Project Update: Letter to OIRA on Interagency Coordination
From: Institute for Policy Integrity/New York University School of Law
Policy Integrity submitted a letter to OIRA Administrator Cass Sunstein today with recommendations for how OIRA can improve interagency coordination. The letter focuses on two key areas: (1) concerns about regulatory conflict, and (2) potential for harmonization of cost-benefit analysis methodology.
Our first recommendation is for OIRA to directly address criticism about the prevalence of conflicting, incoherent, and redundant regulations throughout the administrative state. OIRA should conduct an empirical investigation to assess the real scope of such a problem. Methodologies for this include surveying the academic literature, consulting with agencies, and soliciting comments to better understand the extent of conflicting regulations.

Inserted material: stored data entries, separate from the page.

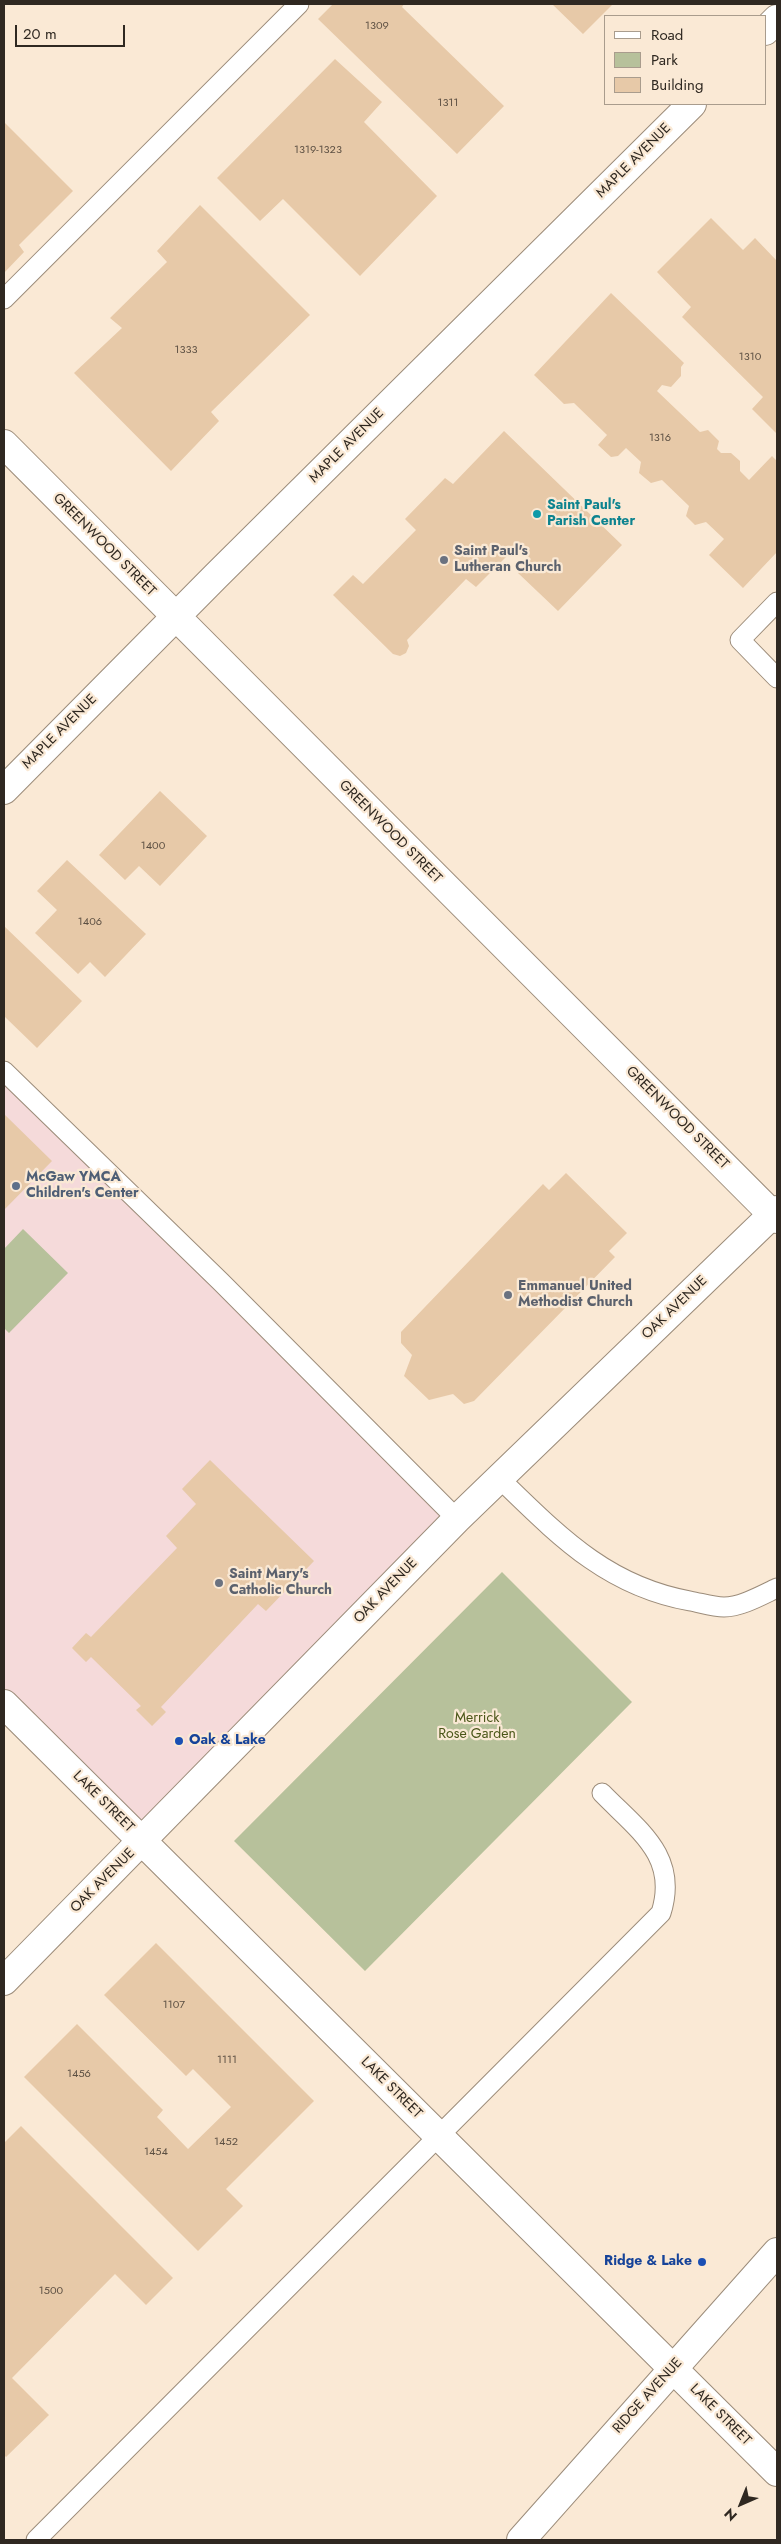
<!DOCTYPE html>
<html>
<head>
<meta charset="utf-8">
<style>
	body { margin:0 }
	#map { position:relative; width:781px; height:2544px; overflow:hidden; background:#fae9d5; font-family:Jost,sans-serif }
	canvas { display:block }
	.frame { position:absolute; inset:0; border:5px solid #2f2821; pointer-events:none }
	.legend { position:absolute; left:604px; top:15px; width:162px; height:90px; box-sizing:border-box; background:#fae9d5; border:1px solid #a99c8d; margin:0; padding:6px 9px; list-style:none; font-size:15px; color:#2f2821 }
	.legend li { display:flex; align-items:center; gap:10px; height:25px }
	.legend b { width:25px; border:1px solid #a99c8d }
	.north { position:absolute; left:716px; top:2479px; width:50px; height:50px; -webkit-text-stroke:4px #fae9d5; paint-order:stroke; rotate:224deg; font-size:14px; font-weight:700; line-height:20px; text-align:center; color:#2f2821 }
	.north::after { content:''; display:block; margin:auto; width:18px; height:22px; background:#2f2821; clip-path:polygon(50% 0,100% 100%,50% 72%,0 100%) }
	.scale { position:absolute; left:15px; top:25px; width:110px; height:22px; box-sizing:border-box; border:2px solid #2f2821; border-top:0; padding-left:6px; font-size:15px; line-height:18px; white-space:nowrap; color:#2f2821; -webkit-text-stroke:4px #fae9d5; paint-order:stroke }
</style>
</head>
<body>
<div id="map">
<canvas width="781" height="2544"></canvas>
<div class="frame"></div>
<ul class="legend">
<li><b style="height:6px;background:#fff"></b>Road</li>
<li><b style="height:14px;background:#b7c19b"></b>Park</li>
<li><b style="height:14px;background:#e7c9a8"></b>Building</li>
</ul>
<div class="north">N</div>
<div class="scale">20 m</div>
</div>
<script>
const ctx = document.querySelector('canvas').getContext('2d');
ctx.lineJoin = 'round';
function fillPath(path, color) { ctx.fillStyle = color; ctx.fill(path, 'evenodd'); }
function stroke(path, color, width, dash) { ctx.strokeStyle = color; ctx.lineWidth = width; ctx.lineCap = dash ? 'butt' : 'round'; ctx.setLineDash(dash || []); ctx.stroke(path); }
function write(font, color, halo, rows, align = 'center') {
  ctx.font = font + ' Jost,sans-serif'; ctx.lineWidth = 4.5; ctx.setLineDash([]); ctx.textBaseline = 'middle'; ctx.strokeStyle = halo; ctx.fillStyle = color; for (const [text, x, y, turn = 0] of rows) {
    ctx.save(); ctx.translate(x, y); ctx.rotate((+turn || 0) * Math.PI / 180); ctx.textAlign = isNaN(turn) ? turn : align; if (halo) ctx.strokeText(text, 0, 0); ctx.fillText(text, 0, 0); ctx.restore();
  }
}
const commercial = new Path2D(`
	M 4,1073 L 457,1519 L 143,1841 L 4,1704 Z`);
const green = new Path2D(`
	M 23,1229 L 68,1273 L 9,1333 L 4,1328 L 4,1249 Z
	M 502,1572 L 632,1702 L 365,1971 L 234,1841 Z`);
const building = new Path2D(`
	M 333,4 L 404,4 L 402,7 L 504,106 L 457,154 L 318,19 Z
	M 552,4 L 613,4 L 583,34 Z
	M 335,59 L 382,102 L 364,122 L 437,196 L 360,276 L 283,199 L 260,221 L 217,178 Z
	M 4,122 L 73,191 L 19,245 L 24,252 L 4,273 Z
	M 200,205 L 310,315 L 211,412 L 219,421 L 171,471 L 74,373 L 122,328 L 110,318 L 167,262 L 157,251 Z
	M 711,218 L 743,250 L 755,238 L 777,261 L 777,434 L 752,409 L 763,397 L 682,317 L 691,307 L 657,272 Z
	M 611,293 L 684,363 L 681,367 L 681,376 L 671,387 L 662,385 L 657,391 L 700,432 L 708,430 L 719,441 L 717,449 L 721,453 L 731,453 L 740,461 L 740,471 L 749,480 L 772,456 L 777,461 L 777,552 L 743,588 L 709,555 L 724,539 L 706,522 L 695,525 L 686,516 L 689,506 L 662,480 L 651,483 L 639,473 L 641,462 L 626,448 L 618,456 L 611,457 L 598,445 L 607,435 L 574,403 L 564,404 L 534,375 Z
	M 504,431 L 622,545 L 558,611 L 518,573 L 531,559 L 517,546 L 476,587 L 466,579 L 407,640 L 409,646 L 406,653 L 400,656 L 393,654 L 333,595 L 353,575 L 363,584 L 416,530 L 405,519 L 445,478 L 453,484 Z
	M 160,791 L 207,836 L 160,886 L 139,866 L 125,880 L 99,855 Z
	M 67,860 L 146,934 L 105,977 L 90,962 L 78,974 L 35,933 L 57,910 L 37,891 Z
	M 4,926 L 82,1001 L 37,1048 L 4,1016 Z
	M 4,1114 L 52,1161 L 4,1210 Z
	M 566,1173 L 627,1233 L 609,1251 L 615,1257 L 474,1401 L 464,1404 L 453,1394 L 429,1400 L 404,1376 L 412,1355 L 401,1343 L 401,1332 L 543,1184 L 549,1190 Z
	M 210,1460 L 314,1561 L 266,1611 L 258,1604 L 161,1707 L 166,1712 L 152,1726 L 136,1710 L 141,1706 L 91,1657 L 86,1662 L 72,1648 L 86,1633 L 91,1637 L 177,1548 L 166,1536 L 196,1504 L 182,1489 Z
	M 156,1943 L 314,2101 L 226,2189 L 243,2206 L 198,2251 L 24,2077 L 77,2024 L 163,2110 L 157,2117 L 188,2149 L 231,2107 L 193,2069 L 186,2076 L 104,1995 Z
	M 21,2126 L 173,2278 L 146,2305 L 115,2274 L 12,2378 L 49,2415 L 6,2457 L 4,2455 L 4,2143 Z`);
const lane = new Path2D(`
	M 4,299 L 299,4
	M 777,602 L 740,640 L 777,678
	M 4,1071 L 221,1282 L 457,1519
	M 499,1478 C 558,1535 606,1586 690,1601 C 701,1603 713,1607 724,1607 C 741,1607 762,1595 777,1588
	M 36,2540 L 661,1913 C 679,1856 638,1830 602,1793`);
const street = new Path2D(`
	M 765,31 L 777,19
	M 4,444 L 777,1219
	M 4,790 L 216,576 L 692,104`);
const secondary = new Path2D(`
	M 4,1704 L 777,2472
	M 4,1981 L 457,1519 L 777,1210
	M 521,2540 L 777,2252`);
const markers = [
	[537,514,5,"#0f9aa8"],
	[444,560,5,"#6b7280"],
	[16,1186,5,"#5c6f8a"],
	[508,1295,5,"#6b7280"],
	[219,1583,5,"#6b7280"],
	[179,1741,5,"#1a4fb4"],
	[702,2262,5,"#1a4fb4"]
];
const numberNames = [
	["1309",377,26],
	["1311",448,103],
	["1319-1323",318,150],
	["1333",186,350],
	["1310",750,357],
	["1316",660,438],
	["1400",153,846],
	["1406",90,922],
	["1107",174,2005],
	["1111",227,2060],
	["1456",79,2074],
	["1452",226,2142],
	["1454",156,2152],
	["1500",51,2291]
];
const streetNames = [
	["MAPLE AVENUE",634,161,-45],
	["MAPLE AVENUE",347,446,-45],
	["GREENWOOD STREET",104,545,45],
	["MAPLE AVENUE",60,732,-45],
	["GREENWOOD STREET",390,832,45],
	["GREENWOOD STREET",677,1118,45],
	["OAK AVENUE",675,1308,-44],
	["OAK AVENUE",386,1591,-46],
	["LAKE STREET",103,1802,45],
	["OAK AVENUE",103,1881,-45],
	["LAKE STREET",391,2088,45],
	["RIDGE AVENUE",648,2396,-48],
	["LAKE STREET",720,2415,45]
];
const cultureNames = [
	["Saint Paul's",547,506],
	["Parish Center",547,522]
];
const worshipNames = [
	["Saint Paul's",454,552],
	["Lutheran Church",454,568],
	["Emmanuel United",518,1287],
	["Methodist Church",518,1303],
	["Saint Mary's",229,1575],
	["Catholic Church",229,1591]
];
const serviceNames = [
	["McGaw YMCA",26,1178],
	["Children's Center",26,1194]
];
const parkNames = [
	["Merrick",477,1719],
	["Rose Garden",477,1735]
];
const transitNames = [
	["Oak & Lake",189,1741],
	["Ridge & Lake",692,2262,"right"]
];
fillPath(commercial, '#f5dada');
fillPath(green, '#b7c19b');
fillPath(building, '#e7c9a8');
stroke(lane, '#9c8c7a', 21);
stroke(street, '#9c8c7a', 30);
stroke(secondary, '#9c8c7a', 30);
stroke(lane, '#fff', 19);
stroke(street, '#fff', 28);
stroke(secondary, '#fff', 28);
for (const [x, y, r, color] of markers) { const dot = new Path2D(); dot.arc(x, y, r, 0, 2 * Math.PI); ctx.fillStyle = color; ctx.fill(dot); stroke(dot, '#fae9d5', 2); }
write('11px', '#5d5043', null, numberNames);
write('14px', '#2f2821', '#fae9d5', streetNames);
write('bold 14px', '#0d838f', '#fae9d5', cultureNames, 'left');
write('bold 14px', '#5b616d', '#fae9d5', worshipNames, 'left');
write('bold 14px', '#4e5e75', '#fae9d5', serviceNames, 'left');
write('14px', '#4a5618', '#fae9d5', parkNames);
write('bold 14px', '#164399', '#fae9d5', transitNames, 'left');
</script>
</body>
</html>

OIRA can also improve interagency coordination by standardizing methodological practices related to cost-benefit analysis. Developing uniform standards for various aspects of regulatory analysis would create a more logical system with rules that could be easily compared across agencies. More specifically, we recommend that OIRA take the following actions: address the fact that disparate Values of Statistical Life are currently being used by different agencies; to require agencies to conduct distributional analysis of significant rules; to develop best practices for for labeling rules; and to address the need for standard cancer risk assessment protocols.